::: Available data :::
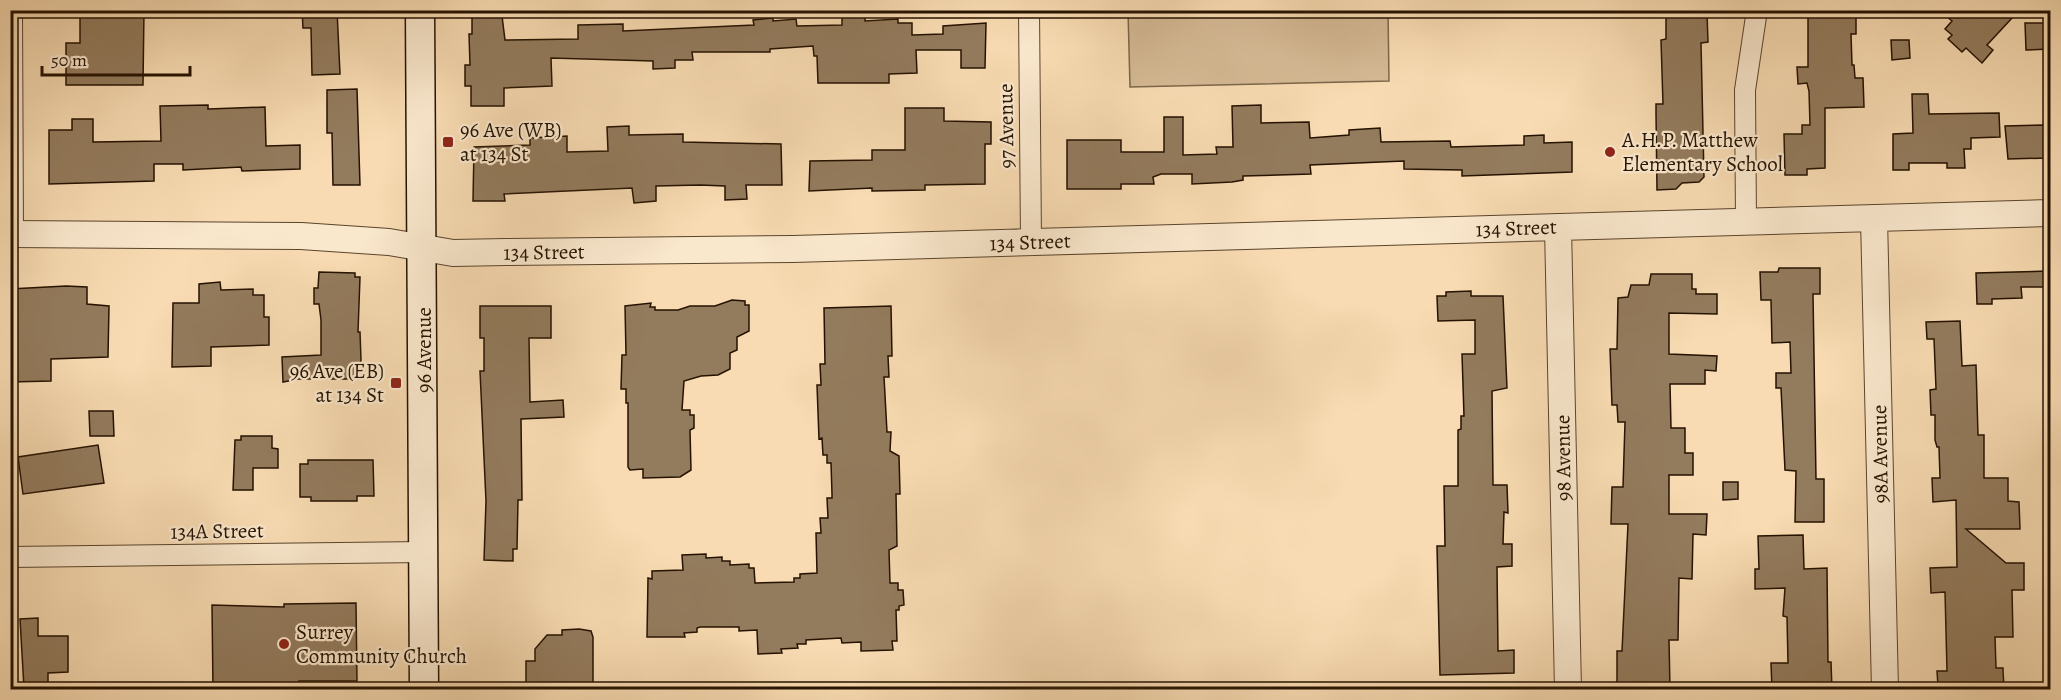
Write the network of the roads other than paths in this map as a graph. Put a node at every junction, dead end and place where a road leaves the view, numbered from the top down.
1 (12, 10) edge
2 (420, 10) edge
3 (1029, 10) edge
4 (1757, 10) edge
5 (2050, 213) edge
6 (1874, 218) junction
7 (1746, 221) junction
8 (1558, 227) junction
9 (12, 234) edge
10 (1031, 242) junction
11 (424, 248) junction
12 (424, 552) junction
13 (10, 557) edge
14 (424, 690) edge
15 (1568, 690) edge
16 (1885, 690) edge

1 - 9 street
2 - 11 main road, 96 Avenue
3 - 10 street, 97 Avenue
4 - 7 street
5 - 6 street, 134 Street
6 - 7 street, 134 Street
6 - 16 street, 98A Avenue
7 - 8 street, 134 Street
8 - 10 street, 134 Street
8 - 15 street, 98 Avenue
9 - 11 street, 134 Street
10 - 11 street, 134 Street
11 - 12 main road, 96 Avenue
12 - 13 street, 134A Street
12 - 14 main road, 96 Avenue

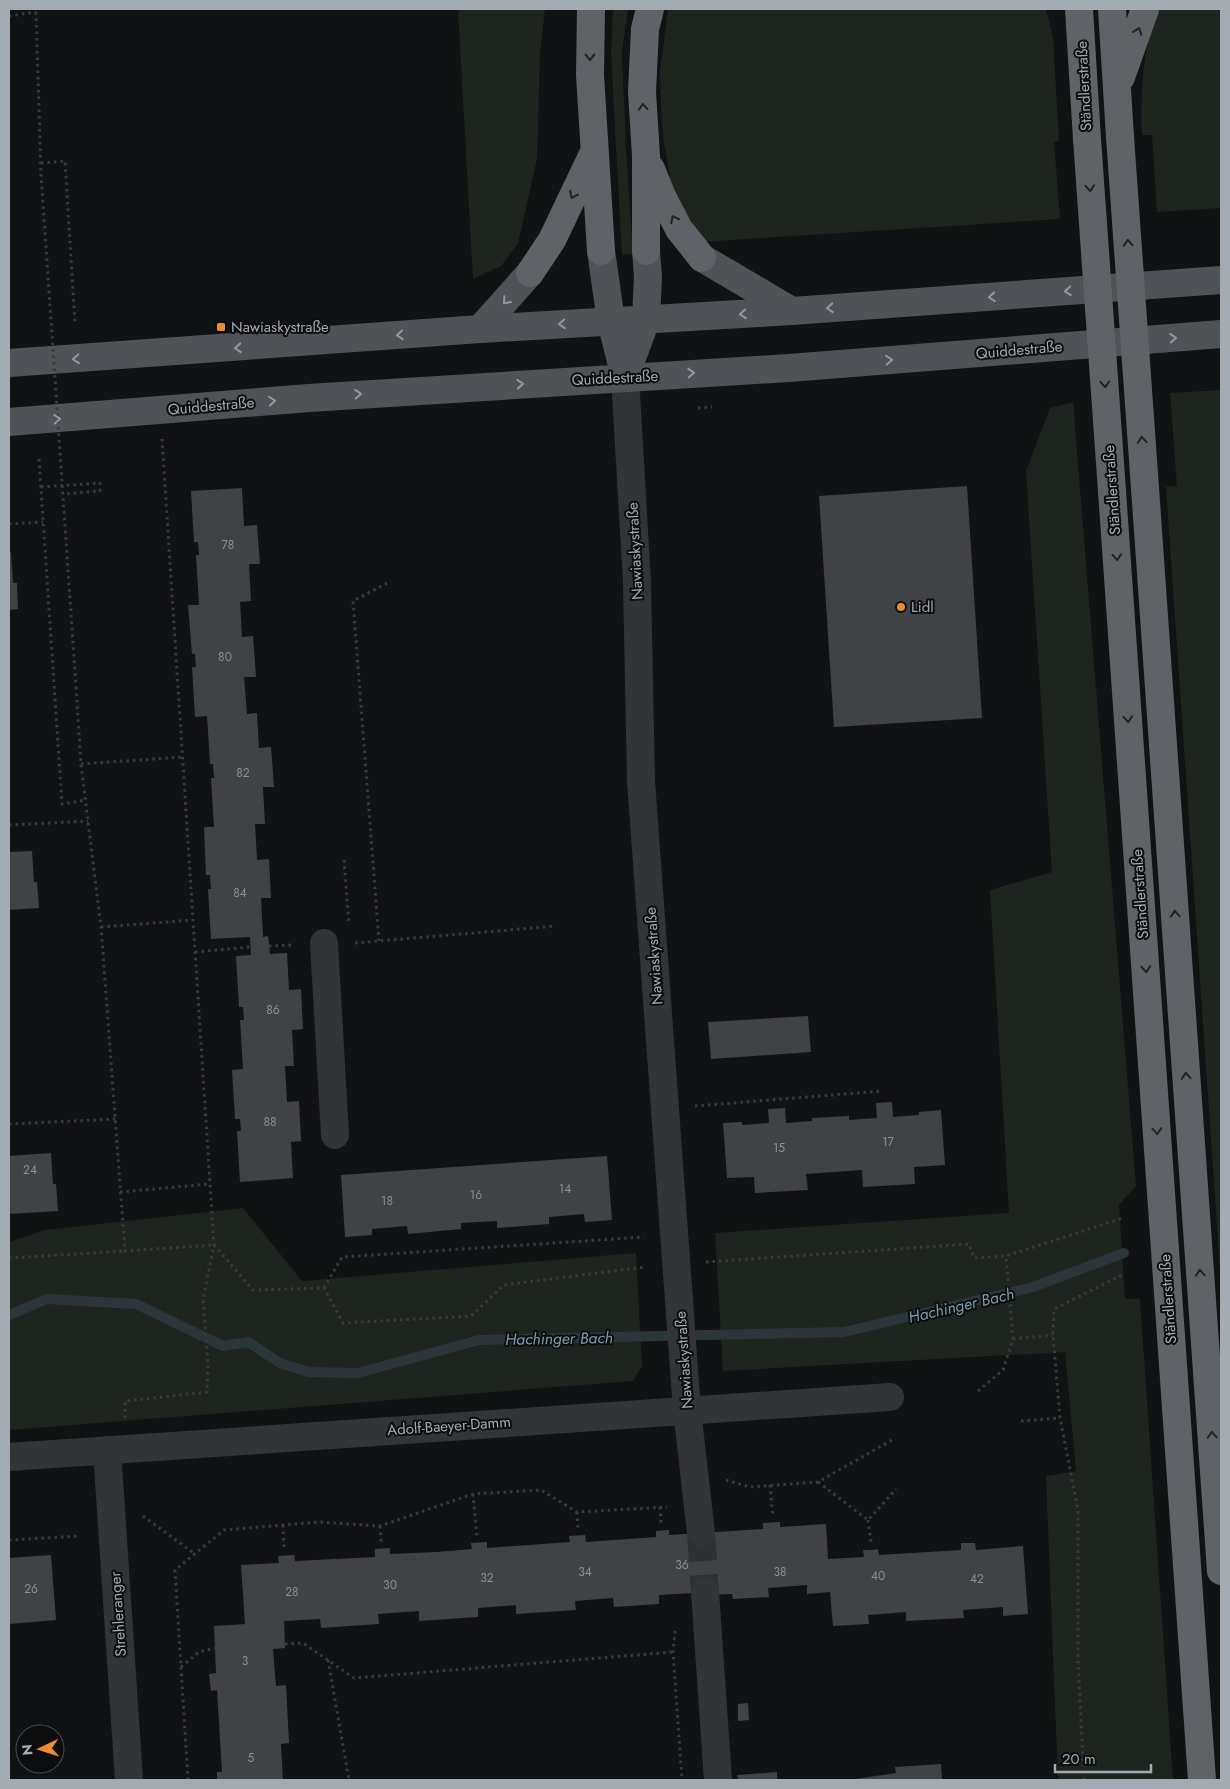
:::
_What to produce_
Output every entry exactly, leaving out pictures.

_Answer to this exercise_
Write the network of the roads other than paths in this map as a graph. Put a node at every junction, dead end and place where a road leaves the view, numbered from the top down.
1 (12, 10) edge
2 (420, 10) edge
3 (1029, 10) edge
4 (1757, 10) edge
5 (2050, 213) edge
6 (1874, 218) junction
7 (1746, 221) junction
8 (1558, 227) junction
9 (12, 234) edge
10 (1031, 242) junction
11 (424, 248) junction
12 (424, 552) junction
13 (10, 557) edge
14 (424, 690) edge
15 (1568, 690) edge
16 (1885, 690) edge

1 - 9 street
2 - 11 main road, 96 Avenue
3 - 10 street, 97 Avenue
4 - 7 street
5 - 6 street, 134 Street
6 - 7 street, 134 Street
6 - 16 street, 98A Avenue
7 - 8 street, 134 Street
8 - 10 street, 134 Street
8 - 15 street, 98 Avenue
9 - 11 street, 134 Street
10 - 11 street, 134 Street
11 - 12 main road, 96 Avenue
12 - 13 street, 134A Street
12 - 14 main road, 96 Avenue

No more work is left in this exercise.